- **ASSIGNMENT**
The records follow. Filter them to the lines that hold "Drive".

···

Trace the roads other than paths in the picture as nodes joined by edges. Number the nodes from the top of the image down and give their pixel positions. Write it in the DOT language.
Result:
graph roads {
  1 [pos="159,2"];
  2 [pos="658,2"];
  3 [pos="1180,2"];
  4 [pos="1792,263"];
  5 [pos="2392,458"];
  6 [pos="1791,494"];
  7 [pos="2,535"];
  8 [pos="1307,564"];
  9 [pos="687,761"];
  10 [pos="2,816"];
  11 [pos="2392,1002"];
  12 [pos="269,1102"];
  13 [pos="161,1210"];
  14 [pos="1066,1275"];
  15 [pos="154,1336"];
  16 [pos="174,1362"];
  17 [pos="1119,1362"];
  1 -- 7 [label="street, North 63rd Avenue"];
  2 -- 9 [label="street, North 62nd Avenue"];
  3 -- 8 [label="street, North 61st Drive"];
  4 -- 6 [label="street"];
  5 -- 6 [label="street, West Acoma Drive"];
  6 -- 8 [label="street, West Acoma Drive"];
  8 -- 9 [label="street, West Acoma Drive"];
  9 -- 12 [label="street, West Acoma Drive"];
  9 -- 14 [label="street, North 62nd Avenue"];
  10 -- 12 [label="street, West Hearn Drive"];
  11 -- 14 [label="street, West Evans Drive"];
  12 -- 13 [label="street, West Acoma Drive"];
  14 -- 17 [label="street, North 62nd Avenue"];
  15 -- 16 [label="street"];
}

···

- **TASK RESULT**
  3 -- 8 [label="street, North 61st Drive"];
  5 -- 6 [label="street, West Acoma Drive"];
  6 -- 8 [label="street, West Acoma Drive"];
  8 -- 9 [label="street, West Acoma Drive"];
  9 -- 12 [label="street, West Acoma Drive"];
  10 -- 12 [label="street, West Hearn Drive"];
  11 -- 14 [label="street, West Evans Drive"];
  12 -- 13 [label="street, West Acoma Drive"];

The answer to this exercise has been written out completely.